"This is really about a war plan that went wrong based on a series of bad decisions that reflected really abysmal intelligence," said Loren Thompson, head of the Lexington Institute, a military think tank outside Washington.
Jon Alterman, who worked on Iraq policy at the State Department before the war and is now an analyst with the Center for Strategic and International Studies in Washington, said his many American and Iraqi contacts in the embattled country are at more and more of a loss.
"Everybody I know who works in Iraq and the Iraqis themselves say it's becoming increasingly difficult to figure out what's going on," he said.
Even the war's strongest and earliest supporters speak in much less enthusiastic terms about the venture.
Danielle Pletka, a foreign policy expert with the American Enterprise Institute in Washington, organized major prewar conferences of Iraqi expatriates who outlined ambitious goals for a democratic Iraq ushered in by US military action.
"For a lot of us, we thought Iraq could look different than it does today, and we were wrong," Pletka said.
Victor Davis Hanson, a military historian at Stanford University's Hoover Institution, is among the few outside analysts who think things are going reasonably well in Iraq.
"The problem is that the people at home think we don't have a strategy, and that they've been asked to give an endless commitment to what they consider a hopeless enterprise," Hanson said. "In fact, there's a clear strategy, and it seems to be working."
Hanson spent a week in Iraq last month, and he plans to return for two weeks in May.

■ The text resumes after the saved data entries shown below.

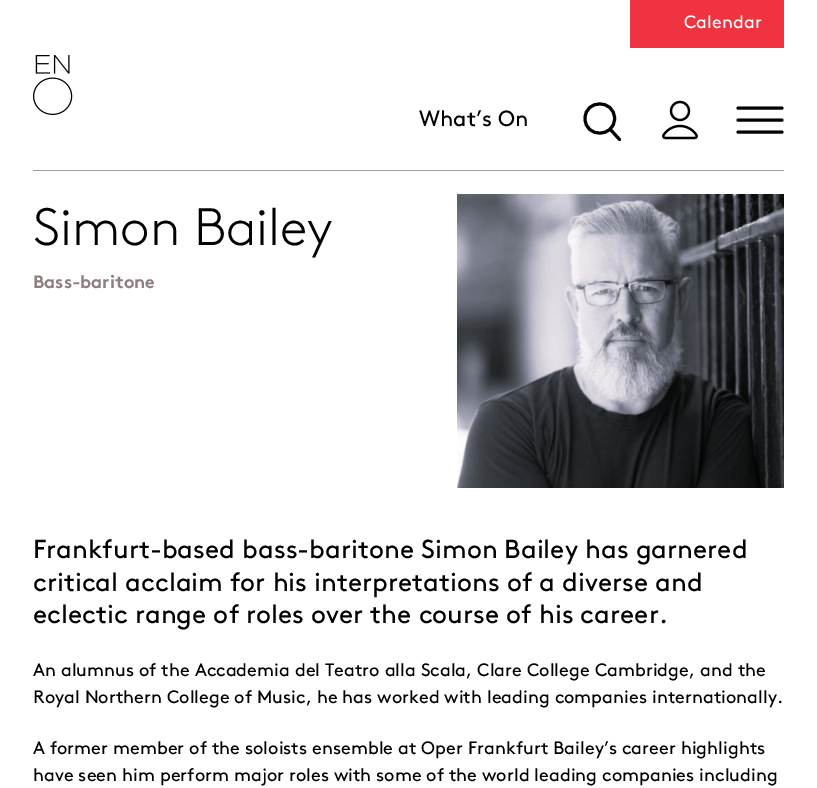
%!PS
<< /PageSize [817 788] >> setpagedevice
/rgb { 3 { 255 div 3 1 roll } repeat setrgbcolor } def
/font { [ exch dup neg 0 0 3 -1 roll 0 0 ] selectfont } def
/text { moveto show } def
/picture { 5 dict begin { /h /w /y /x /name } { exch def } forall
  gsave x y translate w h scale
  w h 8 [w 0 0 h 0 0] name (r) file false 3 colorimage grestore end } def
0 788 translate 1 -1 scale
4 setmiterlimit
255 255 255 rgb
0 0 817 788 rectfill
239 51 64 rgb
630 0 154 48 rectfill
(img_01.rgb) 33 55 40 60 picture
0 0 0 rgb
3 setlinewidth
1 setlinecap
1 setlinejoin
619.5 139.5 moveto -9.5 -10.5 rlineto 614.5 118.5 moveto 0 19.5 -29.5 19.5 -29.5 0 rcurveto 0 -19.5 29.5 -19.5 29.5 0 rcurveto closepath stroke
(img_02.rgb) 662 100 36 40 picture
0 setlinejoin
738 108 moveto 44 0 rlineto 738 120 moveto 44 0 rlineto 738 132 moveto 44 0 rlineto stroke
168 157 157 rgb
33 170 751 1 rectfill
(img_03.rgb) 457 194 327 294 picture
/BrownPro-Regular 18 font
255 255 255 rgb
(Calendar) 684 28 text
/BrownPro-Regular 22 font
0 0 0 rgb
(What’s On) 419 126 text
/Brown-Light 52.5 font
(Simon Bailey) 33 245 text
/Brown-Bold 18 font
143 126 127 rgb
(Bass-baritone) 33 288 text
/BrownPro-Regular 26.1 font
0 0 0 rgb
(Frankfurt-based bass-baritone Simon Bailey has garnered) 33 558 text
(critical acclaim for his interpretations of a diverse and) 33 591 text
(eclectic range of roles over the course of his career.) 33 623 text
/BrownPro-Regular 18 font
(An alumnus of the Accademia del Teatro alla Scala, Clare College Cambridge, and the) 33 676 text
(Royal Northern College of Music, he has worked with leading companies internationally.) 33 703 text
(A former member of the soloists ensemble at Oper Frankfurt Bailey’s career highlights) 33 754 text
(have seen him perform major roles with some of the world leading companies including) 33 781 text
showpage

He stays in touch via e-mail with a dozen or so US officers and soldiers who, he says, feel that they are slowly turning the tide in their favor.
Among the signs of progress Hanson ticks off: US-trained Iraqi troops are conducting a growing share of patrols, allowing more Americans to stay out of harm's way; as displayed in the air strikes this week, US warplanes are providing cover for the Iraqi forces; Iraqi units are no longer disbanding in the face of strong resistance; former insurgent strongholds are not being reclaimed by rebels soon after they are disbursed in firefights.
Hanson sees more violence in store for Iraq, but he said it is actually a sign that insurgents are losing ground.
"Al-Qaeda is getting very desperate as they see a democratic government emerge and an increasingly professional Iraqi security force," he said. "We're going to see a lot more frustration and desperation before this is over."
Army Lieutenant Colonel Isaiah Wilson III, who served as the chief war planner in Iraq for the 101st Airborne Division during the first year of the conflict, caused a stir in late 2004 when he suggested that the Pentagon never developed an operational plan for the occupation and reconstruction of Iraq after the initial invasion.
It is a view he still holds.
"We had a plan to win the war, but not evidently to win the peace that followed," Wilson said.
"It's very hard to build a nation inside Iraq when you're having a hard time preventing interference from outside your borders," Wilson said. "This is a long war, and we have to understand what that's going to mean. There is no decisive victory around the corner. I think we're going to be there for a longer period of time. If we're interested in a secure, democratic Iraq that is no threat to its neighbors, we're there for the long haul."